- EXERCISE -
Work out how many lines in the data hold the string "image". Reply with only that number.

- DATA RECORDS -
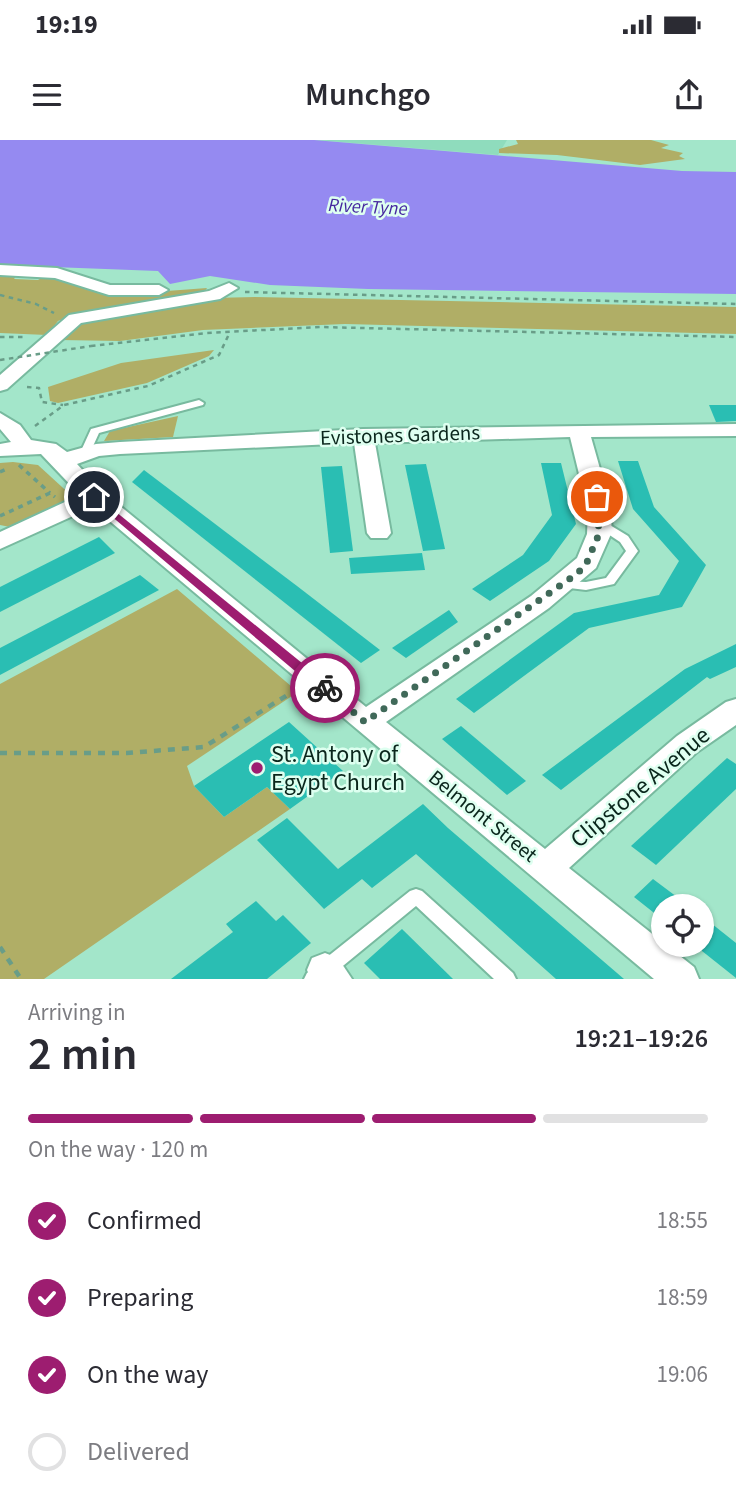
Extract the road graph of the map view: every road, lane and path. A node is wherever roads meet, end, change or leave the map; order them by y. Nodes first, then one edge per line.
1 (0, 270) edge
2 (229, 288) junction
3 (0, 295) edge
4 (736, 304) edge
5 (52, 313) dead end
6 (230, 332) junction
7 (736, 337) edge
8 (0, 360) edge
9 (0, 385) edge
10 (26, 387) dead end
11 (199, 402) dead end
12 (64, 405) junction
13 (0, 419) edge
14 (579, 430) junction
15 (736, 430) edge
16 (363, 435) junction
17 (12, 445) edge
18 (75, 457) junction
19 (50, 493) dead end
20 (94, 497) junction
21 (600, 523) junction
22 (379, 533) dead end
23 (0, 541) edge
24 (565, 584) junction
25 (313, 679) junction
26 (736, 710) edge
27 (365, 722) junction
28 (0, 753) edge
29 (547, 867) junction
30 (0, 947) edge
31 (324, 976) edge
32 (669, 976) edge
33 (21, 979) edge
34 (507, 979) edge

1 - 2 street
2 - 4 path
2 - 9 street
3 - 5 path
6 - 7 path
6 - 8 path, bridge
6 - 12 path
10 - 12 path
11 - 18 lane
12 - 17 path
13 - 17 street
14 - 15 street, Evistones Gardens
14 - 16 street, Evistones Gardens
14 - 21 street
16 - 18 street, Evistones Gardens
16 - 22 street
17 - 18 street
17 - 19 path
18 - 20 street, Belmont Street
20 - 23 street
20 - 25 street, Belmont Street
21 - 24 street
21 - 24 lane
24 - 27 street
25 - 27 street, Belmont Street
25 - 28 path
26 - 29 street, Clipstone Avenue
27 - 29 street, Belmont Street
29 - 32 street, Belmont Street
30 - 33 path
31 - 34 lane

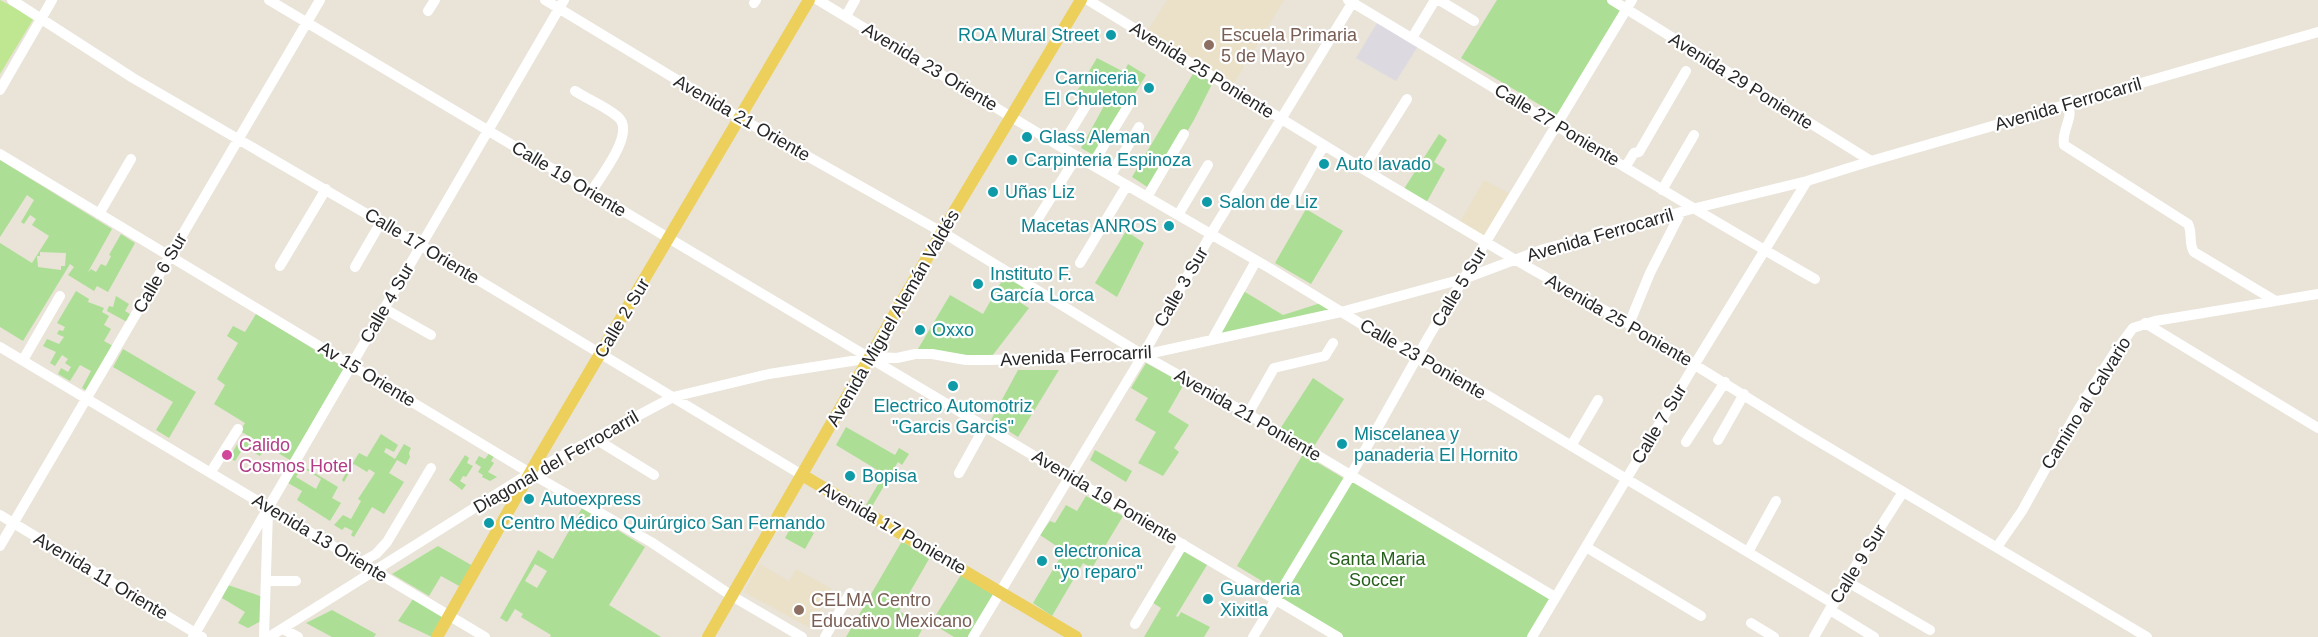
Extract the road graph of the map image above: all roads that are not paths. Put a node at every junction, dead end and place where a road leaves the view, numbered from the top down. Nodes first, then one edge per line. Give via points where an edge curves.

---

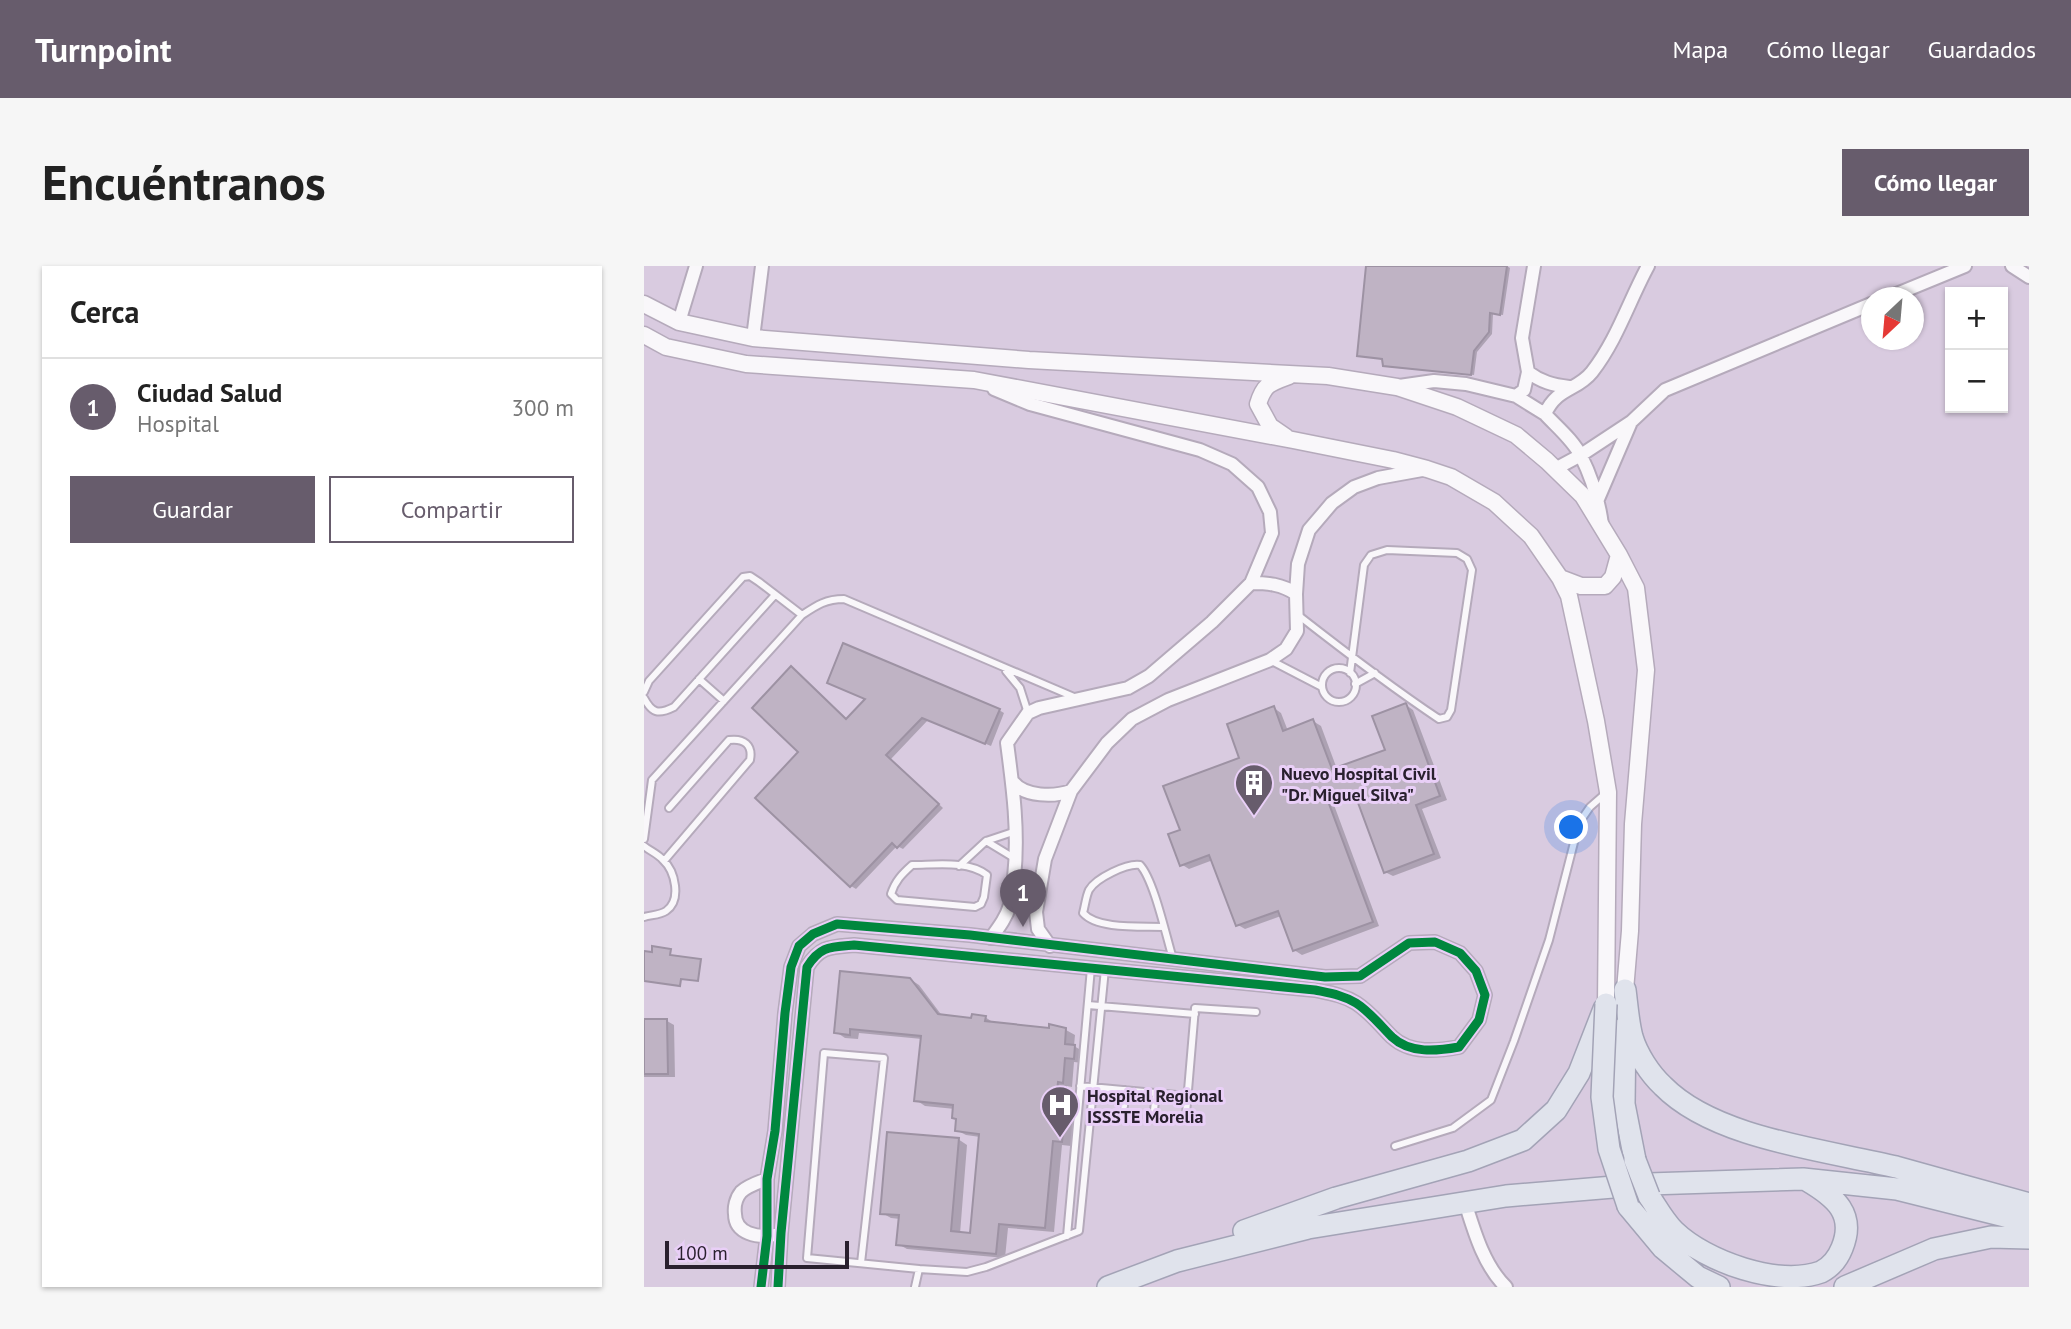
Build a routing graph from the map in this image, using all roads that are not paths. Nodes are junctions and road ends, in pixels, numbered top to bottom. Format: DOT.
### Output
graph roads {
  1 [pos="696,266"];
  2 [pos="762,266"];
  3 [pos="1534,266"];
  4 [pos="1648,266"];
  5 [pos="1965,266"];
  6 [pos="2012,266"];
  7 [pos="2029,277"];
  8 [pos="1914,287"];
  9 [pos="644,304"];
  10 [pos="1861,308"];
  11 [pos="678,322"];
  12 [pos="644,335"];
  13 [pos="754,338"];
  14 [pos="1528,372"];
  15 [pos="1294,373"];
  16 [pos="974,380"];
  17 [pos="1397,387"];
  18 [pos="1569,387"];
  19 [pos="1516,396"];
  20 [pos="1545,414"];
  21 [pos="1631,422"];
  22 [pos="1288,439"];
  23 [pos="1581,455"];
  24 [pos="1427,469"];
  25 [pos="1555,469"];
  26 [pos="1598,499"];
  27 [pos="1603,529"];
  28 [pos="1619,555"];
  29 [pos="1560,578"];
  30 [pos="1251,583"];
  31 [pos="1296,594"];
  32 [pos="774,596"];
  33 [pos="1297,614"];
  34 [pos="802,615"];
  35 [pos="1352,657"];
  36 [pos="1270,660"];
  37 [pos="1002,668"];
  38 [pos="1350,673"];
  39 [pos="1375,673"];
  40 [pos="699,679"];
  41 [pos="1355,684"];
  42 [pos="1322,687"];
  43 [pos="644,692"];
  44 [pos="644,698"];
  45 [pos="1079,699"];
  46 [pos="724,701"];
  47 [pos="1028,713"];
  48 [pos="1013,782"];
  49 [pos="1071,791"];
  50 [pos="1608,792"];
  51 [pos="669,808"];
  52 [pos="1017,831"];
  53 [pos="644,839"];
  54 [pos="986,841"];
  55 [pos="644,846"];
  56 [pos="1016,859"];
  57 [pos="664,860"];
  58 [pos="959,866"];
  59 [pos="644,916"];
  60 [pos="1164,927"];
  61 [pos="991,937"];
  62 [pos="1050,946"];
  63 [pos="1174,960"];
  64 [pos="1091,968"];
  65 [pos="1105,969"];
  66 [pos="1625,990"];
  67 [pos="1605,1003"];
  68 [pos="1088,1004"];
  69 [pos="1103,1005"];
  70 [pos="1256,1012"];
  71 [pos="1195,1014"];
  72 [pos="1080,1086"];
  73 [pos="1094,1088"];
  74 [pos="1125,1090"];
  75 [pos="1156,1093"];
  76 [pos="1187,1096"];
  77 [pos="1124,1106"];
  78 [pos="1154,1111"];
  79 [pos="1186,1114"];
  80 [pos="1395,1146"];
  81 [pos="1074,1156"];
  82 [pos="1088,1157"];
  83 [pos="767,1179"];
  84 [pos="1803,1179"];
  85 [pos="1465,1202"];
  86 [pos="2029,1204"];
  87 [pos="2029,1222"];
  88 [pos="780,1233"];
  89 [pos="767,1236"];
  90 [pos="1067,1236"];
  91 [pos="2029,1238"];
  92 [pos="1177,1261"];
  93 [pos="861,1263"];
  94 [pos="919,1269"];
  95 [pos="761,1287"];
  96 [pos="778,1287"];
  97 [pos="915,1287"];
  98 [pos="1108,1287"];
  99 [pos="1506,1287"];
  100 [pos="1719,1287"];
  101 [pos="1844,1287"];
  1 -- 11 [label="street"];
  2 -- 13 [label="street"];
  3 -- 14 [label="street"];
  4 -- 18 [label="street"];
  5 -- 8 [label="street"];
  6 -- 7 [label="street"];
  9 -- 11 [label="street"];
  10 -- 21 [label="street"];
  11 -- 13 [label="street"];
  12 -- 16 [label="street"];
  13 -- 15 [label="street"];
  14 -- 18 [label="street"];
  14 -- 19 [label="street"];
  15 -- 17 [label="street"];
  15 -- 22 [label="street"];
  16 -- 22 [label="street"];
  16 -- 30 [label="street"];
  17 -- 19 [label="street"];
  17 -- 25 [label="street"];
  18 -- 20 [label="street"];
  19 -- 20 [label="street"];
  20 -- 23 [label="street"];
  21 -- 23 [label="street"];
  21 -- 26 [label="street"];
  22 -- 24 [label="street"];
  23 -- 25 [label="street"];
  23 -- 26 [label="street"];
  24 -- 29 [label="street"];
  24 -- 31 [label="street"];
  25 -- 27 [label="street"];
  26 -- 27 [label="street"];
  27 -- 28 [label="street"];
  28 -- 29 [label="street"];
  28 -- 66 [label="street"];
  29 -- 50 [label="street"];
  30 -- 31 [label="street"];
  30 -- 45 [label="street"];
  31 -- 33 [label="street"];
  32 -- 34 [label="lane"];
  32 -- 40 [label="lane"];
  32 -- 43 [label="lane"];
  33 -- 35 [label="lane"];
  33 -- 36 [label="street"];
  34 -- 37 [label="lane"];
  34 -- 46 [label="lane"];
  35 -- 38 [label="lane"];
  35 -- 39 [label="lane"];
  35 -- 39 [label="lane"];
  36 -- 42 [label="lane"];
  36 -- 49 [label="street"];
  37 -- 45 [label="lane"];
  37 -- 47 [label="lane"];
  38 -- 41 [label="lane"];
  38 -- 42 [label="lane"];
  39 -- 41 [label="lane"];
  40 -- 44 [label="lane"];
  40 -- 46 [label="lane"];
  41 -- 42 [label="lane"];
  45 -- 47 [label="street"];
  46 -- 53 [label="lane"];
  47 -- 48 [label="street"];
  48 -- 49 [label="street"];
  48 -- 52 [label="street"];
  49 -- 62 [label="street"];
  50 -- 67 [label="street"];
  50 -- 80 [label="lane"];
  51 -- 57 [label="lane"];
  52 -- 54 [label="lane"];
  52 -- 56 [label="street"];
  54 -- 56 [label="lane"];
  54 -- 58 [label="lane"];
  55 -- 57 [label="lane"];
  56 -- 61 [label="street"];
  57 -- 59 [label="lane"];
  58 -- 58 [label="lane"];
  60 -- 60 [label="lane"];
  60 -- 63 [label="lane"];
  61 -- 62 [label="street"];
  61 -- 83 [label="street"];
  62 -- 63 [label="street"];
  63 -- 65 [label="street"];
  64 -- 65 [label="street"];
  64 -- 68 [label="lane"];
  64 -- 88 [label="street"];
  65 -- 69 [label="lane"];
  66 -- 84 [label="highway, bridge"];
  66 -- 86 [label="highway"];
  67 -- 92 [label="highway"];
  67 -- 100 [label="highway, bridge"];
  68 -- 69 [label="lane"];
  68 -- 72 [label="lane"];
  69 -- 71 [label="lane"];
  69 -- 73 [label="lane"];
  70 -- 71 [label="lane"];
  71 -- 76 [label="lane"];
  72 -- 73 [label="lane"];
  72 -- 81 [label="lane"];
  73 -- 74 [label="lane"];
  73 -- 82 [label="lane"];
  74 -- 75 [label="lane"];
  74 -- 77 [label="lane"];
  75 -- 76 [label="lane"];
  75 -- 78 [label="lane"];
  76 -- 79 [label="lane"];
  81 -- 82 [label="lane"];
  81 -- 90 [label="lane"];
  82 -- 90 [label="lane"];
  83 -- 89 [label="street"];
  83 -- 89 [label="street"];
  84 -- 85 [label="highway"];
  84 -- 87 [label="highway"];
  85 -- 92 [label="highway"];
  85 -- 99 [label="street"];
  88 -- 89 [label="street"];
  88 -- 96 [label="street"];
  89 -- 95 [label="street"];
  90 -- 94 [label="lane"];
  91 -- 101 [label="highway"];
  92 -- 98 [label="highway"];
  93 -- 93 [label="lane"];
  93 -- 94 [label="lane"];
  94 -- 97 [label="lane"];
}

- RESPONSE FOR THIS EXERCISE -
2